The Fort Johnson Volunteer Fire Company is a volunteer fire department that provides fire protection and emergency medical services to Fort Johnson and Amsterdam New York.

History
FJVFC was founded in 1935, and manages two stations.

In 1995, a fire erupted in the home of one of the department's volunteers. David Grandy, a lieutenant of the fire company, his wife Stephanie Grandy, also an active firefighter at the department, and their three children, were killed in the fire. A monument was dedicated to the Grandy family behind station 2 in Amsterdam.

In 2009, the fire company petitioned for a bill to allow non-resident members of their company, sponsored by Senator Hugh Farley. The bill passed in July 2009, making the FJVFC the 24th fire department in the state of NY to receive such an exemption.

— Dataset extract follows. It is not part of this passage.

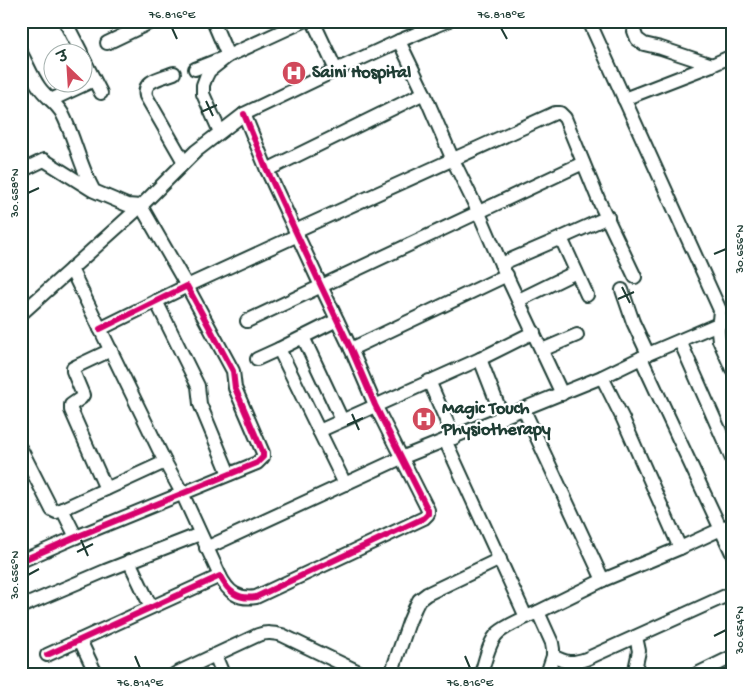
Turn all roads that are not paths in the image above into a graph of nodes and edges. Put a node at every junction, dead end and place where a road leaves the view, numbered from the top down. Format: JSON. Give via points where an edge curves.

In 2011, Chief Alden Miller found child pornography on the company computer, which he turned into the State Police. A volunteer at the company, Randolph Billington, was arrested for allegedly downloading the material. Billington was subsequently also charged with felony child sex abuse.

The department has around 25 active members, and fields over 250 calls per year.

Apparatus
The department has 9 trucks, including 2 fire engines, 2 tankers, 1 tower, 1 wildland fire engine, and 1 rescue. Their original engine from 1935 is still categorized as active, but is not used during emergencies. Both tankers come equipped with an engine, and hold 2,000 gallons of water.